### What you are asked to do
What lines of the data below include the word "their"? Report them by copying each.

________________

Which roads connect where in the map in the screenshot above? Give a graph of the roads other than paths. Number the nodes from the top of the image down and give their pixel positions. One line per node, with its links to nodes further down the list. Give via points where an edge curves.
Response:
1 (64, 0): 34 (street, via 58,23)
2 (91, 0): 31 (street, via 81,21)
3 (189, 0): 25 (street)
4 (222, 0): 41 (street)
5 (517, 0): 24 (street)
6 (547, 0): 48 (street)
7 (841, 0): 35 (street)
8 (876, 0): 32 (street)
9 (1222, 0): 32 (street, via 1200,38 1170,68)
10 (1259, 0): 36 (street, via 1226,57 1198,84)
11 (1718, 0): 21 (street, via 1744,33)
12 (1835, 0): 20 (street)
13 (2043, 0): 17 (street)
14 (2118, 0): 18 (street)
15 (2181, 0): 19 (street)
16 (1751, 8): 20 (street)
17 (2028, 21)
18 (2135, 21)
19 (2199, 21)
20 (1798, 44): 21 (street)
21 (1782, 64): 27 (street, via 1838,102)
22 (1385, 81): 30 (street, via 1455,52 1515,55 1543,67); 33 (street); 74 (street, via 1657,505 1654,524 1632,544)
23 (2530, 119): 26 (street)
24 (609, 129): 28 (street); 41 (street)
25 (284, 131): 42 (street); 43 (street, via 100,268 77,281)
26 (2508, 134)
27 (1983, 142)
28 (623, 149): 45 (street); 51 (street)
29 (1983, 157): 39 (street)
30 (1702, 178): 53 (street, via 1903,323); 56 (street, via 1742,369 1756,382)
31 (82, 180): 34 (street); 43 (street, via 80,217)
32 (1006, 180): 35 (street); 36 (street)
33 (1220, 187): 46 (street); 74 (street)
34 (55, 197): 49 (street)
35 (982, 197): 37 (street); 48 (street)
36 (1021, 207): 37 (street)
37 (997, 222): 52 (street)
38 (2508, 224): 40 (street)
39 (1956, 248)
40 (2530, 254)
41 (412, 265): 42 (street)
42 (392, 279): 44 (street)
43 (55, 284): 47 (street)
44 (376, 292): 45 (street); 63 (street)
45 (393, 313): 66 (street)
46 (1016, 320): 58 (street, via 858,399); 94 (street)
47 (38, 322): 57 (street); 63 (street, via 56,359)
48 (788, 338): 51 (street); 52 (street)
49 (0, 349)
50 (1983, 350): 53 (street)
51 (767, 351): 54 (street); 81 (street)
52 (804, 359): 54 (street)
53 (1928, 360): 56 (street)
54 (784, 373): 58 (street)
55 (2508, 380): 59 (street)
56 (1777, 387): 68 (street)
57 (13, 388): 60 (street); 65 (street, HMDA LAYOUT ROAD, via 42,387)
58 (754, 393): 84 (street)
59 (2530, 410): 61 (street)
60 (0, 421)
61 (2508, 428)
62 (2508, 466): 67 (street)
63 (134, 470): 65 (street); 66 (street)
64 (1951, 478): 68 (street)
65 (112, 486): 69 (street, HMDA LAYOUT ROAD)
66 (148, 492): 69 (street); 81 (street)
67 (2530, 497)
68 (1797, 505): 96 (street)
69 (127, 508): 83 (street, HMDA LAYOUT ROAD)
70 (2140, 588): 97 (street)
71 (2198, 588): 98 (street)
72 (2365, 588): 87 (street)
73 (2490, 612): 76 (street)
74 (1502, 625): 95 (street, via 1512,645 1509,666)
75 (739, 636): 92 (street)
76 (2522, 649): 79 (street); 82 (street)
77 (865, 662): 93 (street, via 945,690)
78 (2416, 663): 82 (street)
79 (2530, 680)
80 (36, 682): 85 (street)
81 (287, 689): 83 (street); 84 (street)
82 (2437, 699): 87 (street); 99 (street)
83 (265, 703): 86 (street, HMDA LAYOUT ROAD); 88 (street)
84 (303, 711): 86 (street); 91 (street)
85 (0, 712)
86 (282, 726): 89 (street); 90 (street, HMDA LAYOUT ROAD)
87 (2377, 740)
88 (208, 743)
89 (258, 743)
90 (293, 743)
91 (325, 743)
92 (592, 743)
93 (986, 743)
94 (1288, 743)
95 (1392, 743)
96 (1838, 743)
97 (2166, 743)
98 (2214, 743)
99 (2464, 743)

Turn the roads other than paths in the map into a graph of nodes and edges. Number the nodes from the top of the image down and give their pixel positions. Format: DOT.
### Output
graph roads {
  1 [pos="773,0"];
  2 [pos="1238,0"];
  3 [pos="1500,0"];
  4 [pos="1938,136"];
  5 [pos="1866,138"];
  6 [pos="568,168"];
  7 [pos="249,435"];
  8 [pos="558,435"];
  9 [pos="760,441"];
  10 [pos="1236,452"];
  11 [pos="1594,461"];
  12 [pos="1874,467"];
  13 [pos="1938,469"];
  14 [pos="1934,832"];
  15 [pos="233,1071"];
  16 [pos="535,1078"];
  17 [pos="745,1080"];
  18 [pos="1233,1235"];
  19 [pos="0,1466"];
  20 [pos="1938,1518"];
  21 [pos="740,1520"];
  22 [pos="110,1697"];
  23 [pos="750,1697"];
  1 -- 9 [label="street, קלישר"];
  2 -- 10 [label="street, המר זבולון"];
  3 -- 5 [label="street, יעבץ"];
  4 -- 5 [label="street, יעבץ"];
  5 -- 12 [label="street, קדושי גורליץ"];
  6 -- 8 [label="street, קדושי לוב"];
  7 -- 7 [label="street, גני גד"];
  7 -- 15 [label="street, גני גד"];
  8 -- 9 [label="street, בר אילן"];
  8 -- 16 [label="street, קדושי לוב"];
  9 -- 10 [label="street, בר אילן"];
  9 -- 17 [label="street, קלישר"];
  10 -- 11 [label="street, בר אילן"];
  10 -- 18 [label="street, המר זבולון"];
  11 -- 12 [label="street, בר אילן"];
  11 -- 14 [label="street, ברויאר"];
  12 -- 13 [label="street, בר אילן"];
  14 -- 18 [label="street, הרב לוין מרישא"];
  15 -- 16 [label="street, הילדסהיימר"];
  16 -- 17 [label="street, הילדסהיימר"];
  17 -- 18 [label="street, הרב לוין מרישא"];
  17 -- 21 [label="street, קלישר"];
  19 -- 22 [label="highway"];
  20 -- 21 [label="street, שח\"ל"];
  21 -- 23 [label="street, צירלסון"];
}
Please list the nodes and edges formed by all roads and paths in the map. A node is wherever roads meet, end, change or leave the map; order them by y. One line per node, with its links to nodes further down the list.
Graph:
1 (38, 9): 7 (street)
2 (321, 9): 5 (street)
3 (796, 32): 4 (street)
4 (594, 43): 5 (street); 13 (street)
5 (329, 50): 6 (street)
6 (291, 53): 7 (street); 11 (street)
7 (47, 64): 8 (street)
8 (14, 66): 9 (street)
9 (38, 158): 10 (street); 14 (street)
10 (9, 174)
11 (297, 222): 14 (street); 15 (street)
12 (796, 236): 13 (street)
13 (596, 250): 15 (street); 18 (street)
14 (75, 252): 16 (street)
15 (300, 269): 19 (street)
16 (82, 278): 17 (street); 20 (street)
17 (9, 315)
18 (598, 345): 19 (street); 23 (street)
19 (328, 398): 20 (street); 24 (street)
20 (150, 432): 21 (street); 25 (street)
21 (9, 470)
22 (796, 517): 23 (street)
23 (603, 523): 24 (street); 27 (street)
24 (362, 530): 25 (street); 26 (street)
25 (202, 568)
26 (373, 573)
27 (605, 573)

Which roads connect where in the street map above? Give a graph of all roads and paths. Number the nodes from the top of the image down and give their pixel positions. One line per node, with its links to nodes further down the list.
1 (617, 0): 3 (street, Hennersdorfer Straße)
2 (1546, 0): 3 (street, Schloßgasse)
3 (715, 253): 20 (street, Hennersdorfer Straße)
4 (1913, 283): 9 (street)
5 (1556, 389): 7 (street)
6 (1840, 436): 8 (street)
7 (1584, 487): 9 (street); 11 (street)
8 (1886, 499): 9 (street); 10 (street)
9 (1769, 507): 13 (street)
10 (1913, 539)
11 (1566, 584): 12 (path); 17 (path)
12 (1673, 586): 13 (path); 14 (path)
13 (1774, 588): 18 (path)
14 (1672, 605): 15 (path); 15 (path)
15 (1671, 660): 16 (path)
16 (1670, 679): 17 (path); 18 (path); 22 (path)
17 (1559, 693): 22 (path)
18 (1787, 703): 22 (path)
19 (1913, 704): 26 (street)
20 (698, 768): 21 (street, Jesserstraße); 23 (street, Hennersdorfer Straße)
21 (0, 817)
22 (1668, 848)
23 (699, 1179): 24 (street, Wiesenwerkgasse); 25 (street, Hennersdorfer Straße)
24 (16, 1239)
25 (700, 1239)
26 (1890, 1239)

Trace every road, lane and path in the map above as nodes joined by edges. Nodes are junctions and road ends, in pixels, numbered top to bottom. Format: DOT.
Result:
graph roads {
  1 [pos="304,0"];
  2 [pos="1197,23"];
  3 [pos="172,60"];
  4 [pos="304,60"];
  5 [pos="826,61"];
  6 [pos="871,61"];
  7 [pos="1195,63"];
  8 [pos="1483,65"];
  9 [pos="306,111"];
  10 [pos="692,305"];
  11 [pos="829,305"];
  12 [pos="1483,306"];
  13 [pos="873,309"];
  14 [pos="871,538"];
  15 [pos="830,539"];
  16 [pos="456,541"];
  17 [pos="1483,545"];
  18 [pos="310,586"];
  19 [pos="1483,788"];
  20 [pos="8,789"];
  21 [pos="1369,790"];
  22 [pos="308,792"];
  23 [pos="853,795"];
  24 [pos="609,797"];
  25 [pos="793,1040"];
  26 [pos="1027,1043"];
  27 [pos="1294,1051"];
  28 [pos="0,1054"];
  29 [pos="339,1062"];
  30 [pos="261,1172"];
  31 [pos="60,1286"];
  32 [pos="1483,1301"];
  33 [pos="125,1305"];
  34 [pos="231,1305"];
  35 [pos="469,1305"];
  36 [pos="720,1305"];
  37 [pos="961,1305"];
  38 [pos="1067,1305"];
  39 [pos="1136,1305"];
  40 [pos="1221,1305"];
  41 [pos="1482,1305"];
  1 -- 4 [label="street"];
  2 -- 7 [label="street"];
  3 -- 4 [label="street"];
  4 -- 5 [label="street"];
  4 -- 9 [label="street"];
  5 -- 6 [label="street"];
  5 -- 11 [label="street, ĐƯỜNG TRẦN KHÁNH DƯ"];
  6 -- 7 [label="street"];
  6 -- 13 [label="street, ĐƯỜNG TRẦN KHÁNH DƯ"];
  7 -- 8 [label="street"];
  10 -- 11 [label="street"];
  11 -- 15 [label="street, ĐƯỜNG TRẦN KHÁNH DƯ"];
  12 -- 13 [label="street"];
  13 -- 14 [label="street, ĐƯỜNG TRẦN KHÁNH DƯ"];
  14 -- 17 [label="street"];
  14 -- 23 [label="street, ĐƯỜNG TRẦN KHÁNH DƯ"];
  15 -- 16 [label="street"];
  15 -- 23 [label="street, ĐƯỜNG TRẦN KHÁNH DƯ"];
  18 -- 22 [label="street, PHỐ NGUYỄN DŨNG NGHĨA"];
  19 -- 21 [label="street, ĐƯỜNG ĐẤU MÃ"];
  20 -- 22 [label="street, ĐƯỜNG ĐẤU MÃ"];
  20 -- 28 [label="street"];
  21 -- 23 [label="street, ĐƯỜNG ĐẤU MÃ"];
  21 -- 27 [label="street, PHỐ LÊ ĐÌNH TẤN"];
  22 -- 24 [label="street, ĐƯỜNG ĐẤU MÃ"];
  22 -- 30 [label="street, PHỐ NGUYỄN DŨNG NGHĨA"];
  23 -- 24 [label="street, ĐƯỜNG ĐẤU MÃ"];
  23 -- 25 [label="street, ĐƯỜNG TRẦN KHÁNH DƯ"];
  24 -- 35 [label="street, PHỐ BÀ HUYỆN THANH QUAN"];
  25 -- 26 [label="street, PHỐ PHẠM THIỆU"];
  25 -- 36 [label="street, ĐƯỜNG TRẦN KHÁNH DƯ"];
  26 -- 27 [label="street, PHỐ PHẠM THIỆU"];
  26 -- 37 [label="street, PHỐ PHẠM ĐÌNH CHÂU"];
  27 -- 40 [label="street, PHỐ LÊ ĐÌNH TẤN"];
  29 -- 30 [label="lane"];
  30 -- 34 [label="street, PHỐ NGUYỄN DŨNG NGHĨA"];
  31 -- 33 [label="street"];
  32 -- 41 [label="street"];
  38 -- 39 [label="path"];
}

________________

### Output of the task
Which roads connect where in the map in the screenshot above? Give a graph of the roads other than paths. Number the nodes from the top of the image down and give their pixel positions. One line per node, with its links to nodes further down the list. Give via points where an edge curves.
Turn the roads other than paths in the map into a graph of nodes and edges. Number the nodes from the top of the image down and give their pixel positions. Format: DOT.
Which roads connect where in the street map above? Give a graph of all roads and paths. Number the nodes from the top of the image down and give their pixel positions. One line per node, with its links to nodes further down the list.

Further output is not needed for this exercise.